High IgG Bovine Plasma for Failure of Passive Transfer (FPT) in newborn calves
Thomas J. Divers- BS (Da.Sci.), DVM, ACVIM, ACVECC
Failure of passive transfer (FPT) of immunoglobulin in newborn calves is known to increase disease morbidity and mortality. Recent publications and previous NAMS studies suggest that 20- 25% of calves may suffer from FPT. The preferred method of correcting IgG deficiency (FPT) in calves is a plasma transfusion. A whole blood transfusion can be used but the red blood cells are not needed by most calves and the IgG content per liter of whole blood would be considerably less than a liter of high immunoglobulin plasma. Additionally, any adverse reaction to red or white blood cells would be eliminated by using plasma.
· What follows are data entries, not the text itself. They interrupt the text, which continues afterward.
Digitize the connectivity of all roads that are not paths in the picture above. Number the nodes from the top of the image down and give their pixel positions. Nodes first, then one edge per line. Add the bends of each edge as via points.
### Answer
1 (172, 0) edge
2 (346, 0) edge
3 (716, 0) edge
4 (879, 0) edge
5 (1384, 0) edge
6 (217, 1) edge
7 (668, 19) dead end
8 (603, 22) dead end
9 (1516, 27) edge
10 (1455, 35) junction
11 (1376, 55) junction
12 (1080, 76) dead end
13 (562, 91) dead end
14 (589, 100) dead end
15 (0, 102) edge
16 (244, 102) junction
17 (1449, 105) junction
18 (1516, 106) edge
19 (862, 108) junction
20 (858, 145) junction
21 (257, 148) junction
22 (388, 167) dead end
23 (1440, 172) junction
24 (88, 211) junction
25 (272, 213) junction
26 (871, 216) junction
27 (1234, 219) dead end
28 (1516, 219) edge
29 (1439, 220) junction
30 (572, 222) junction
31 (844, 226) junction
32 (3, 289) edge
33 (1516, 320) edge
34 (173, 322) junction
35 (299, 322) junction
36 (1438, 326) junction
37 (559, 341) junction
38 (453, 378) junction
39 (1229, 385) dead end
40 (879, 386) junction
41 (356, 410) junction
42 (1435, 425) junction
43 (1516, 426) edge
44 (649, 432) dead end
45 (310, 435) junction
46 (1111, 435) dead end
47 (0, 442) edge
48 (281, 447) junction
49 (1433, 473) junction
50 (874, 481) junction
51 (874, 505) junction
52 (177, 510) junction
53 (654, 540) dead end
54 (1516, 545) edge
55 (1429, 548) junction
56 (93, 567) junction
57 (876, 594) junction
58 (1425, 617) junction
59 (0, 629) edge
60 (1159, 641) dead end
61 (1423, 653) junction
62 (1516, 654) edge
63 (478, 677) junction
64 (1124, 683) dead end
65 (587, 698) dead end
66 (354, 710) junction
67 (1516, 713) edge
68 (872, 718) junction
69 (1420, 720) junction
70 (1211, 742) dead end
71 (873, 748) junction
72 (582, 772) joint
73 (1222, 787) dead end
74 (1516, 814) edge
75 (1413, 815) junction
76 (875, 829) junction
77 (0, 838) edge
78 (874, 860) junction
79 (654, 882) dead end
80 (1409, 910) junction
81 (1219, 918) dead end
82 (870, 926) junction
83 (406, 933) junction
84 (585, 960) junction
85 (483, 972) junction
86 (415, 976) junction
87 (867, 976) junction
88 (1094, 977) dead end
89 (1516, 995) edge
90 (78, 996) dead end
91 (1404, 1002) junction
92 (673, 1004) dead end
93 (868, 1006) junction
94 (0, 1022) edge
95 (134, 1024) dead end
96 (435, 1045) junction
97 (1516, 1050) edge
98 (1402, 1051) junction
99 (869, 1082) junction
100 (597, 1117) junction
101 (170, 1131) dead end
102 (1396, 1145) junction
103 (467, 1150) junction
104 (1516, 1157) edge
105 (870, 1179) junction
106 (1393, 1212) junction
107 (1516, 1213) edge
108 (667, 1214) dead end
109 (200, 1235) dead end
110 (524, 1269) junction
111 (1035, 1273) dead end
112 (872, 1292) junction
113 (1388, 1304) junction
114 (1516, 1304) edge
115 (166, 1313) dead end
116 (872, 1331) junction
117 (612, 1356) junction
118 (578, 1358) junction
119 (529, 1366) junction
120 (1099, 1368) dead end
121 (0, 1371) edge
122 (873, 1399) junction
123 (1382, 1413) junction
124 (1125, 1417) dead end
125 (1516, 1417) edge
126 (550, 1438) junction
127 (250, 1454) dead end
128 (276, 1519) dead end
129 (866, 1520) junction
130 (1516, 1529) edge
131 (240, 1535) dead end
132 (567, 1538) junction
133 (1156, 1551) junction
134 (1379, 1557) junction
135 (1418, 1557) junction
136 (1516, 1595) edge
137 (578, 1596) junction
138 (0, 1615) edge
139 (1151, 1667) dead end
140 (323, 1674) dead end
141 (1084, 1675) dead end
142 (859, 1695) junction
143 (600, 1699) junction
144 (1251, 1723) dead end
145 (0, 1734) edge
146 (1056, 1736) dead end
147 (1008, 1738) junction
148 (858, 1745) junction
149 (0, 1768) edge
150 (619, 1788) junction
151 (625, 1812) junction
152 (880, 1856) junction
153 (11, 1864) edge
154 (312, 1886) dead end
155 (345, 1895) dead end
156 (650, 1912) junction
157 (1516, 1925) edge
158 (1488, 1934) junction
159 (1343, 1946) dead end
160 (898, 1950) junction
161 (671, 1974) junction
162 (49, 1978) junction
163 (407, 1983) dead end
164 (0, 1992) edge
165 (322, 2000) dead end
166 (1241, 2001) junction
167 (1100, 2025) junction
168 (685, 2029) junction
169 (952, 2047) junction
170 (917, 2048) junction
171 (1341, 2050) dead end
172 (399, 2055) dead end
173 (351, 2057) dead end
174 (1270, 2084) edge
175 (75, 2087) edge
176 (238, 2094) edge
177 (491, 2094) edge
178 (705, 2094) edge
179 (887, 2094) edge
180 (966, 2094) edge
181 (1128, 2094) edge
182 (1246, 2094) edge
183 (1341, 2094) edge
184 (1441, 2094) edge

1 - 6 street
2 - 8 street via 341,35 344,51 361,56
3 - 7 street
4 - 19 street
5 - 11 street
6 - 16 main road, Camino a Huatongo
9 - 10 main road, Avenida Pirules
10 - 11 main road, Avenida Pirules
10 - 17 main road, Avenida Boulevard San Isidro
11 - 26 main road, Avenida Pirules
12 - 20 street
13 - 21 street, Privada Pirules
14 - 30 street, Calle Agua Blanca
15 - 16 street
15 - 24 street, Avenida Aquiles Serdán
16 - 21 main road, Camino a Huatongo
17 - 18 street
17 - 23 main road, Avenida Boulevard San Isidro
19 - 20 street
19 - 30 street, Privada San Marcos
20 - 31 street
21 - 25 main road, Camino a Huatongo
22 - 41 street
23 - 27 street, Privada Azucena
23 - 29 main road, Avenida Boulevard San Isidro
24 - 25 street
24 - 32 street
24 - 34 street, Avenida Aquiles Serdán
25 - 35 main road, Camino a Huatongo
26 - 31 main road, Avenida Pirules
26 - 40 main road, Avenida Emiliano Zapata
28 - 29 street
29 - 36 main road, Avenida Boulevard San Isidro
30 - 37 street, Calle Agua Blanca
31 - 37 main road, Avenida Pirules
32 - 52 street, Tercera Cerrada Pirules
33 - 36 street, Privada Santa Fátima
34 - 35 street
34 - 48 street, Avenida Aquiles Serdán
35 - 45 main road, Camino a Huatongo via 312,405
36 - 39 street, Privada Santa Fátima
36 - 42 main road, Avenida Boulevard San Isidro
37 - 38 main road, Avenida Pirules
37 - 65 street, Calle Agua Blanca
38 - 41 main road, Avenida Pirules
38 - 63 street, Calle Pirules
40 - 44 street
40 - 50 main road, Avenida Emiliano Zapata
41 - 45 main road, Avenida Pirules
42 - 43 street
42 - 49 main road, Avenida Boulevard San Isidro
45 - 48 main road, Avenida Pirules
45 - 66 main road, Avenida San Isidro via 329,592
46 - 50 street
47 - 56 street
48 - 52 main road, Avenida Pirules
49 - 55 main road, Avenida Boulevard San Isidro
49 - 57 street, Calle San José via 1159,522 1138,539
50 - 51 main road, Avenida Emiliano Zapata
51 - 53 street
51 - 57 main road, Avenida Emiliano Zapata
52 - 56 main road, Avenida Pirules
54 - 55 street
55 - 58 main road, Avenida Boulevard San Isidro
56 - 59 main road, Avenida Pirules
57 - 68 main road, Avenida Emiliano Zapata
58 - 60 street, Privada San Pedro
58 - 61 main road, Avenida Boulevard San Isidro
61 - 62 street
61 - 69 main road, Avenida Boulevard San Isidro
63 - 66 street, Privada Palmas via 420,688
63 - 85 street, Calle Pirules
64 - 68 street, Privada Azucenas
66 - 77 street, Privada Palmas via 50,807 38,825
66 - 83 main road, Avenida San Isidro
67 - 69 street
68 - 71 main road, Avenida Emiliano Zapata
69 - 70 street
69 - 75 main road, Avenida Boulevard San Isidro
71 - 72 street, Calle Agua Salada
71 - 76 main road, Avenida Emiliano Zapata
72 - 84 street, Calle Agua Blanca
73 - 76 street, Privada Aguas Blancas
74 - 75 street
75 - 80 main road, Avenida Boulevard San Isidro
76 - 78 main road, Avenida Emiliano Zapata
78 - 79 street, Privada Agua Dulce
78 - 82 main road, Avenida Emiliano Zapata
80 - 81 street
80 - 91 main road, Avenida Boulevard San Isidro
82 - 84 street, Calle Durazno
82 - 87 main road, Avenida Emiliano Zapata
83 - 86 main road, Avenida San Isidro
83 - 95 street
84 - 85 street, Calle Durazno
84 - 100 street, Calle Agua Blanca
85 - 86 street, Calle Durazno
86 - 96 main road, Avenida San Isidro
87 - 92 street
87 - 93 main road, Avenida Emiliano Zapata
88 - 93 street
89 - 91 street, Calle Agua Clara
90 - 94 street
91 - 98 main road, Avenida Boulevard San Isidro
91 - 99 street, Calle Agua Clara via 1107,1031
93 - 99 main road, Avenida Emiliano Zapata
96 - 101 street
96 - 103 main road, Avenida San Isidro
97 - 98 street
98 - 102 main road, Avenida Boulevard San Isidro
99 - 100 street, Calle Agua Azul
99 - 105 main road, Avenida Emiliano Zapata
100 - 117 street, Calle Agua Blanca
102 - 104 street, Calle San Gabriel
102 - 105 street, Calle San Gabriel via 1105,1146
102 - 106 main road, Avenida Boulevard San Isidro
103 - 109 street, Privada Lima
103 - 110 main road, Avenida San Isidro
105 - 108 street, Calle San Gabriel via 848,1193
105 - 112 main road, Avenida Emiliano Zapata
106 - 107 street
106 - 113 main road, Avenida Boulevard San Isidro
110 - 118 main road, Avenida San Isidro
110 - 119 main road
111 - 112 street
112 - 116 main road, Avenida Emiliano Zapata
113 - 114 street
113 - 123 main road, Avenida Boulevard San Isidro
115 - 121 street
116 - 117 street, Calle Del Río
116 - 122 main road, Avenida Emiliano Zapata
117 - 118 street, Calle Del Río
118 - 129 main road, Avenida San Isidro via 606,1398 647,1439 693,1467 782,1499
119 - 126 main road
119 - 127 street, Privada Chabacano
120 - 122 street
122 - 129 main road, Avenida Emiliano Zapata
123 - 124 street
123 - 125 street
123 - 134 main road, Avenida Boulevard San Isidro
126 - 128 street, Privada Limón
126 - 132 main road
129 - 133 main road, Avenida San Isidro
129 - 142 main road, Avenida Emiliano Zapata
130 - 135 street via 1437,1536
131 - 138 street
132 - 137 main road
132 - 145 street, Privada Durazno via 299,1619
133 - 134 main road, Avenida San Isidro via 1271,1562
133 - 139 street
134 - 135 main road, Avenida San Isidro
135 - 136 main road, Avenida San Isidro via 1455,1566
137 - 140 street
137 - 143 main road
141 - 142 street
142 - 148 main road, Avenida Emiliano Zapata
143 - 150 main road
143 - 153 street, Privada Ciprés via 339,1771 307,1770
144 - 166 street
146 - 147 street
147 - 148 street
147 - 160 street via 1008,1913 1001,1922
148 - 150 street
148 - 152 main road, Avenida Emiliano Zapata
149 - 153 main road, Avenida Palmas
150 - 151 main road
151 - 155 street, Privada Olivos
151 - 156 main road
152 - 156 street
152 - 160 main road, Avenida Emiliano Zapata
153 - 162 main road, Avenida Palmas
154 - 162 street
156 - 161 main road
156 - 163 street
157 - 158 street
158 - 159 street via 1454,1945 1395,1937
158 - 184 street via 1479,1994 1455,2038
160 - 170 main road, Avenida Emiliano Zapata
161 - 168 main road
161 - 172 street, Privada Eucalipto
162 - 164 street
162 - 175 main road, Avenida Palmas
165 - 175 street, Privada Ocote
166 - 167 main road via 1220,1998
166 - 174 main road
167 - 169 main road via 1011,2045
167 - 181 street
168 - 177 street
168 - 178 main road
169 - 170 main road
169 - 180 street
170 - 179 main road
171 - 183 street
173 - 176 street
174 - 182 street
A high immunoglobulin, bovine plasma product, is now available and is a recommended as treatment for failure of passive transfer in calves. The plasma should be administered intravenously after placing a 14 or 16 gauge catheter in the jugular vein. A 3 ½ inch catheter is easy to place and can be maintained with a single suture or with cyanoacrylate adhesives. Once the catheter is in place, one liter of plasma can be administered through an administration set over 30 minutes by gravity or by squeezing the bag. Air should not be pumped into the bag to speed the administration. A blood administration set is preferred although a solution administration set can be used; both are relatively inexpensive. Generally, one liter of high quality plasma is administered to 50 Kg calves with FPT. In valuable calves a second liter might be recommended but, if administered, the second liter should be administered more slowly. In addition to plasma administration for treatment of FPT, adding a small amount (10%) of high quality, pathogen free colostrum to the milk or milk replacer during the first few days of life may provide important mucosal IgA antibody protection and be complimentary to the IgG provided by the plasma transfusion.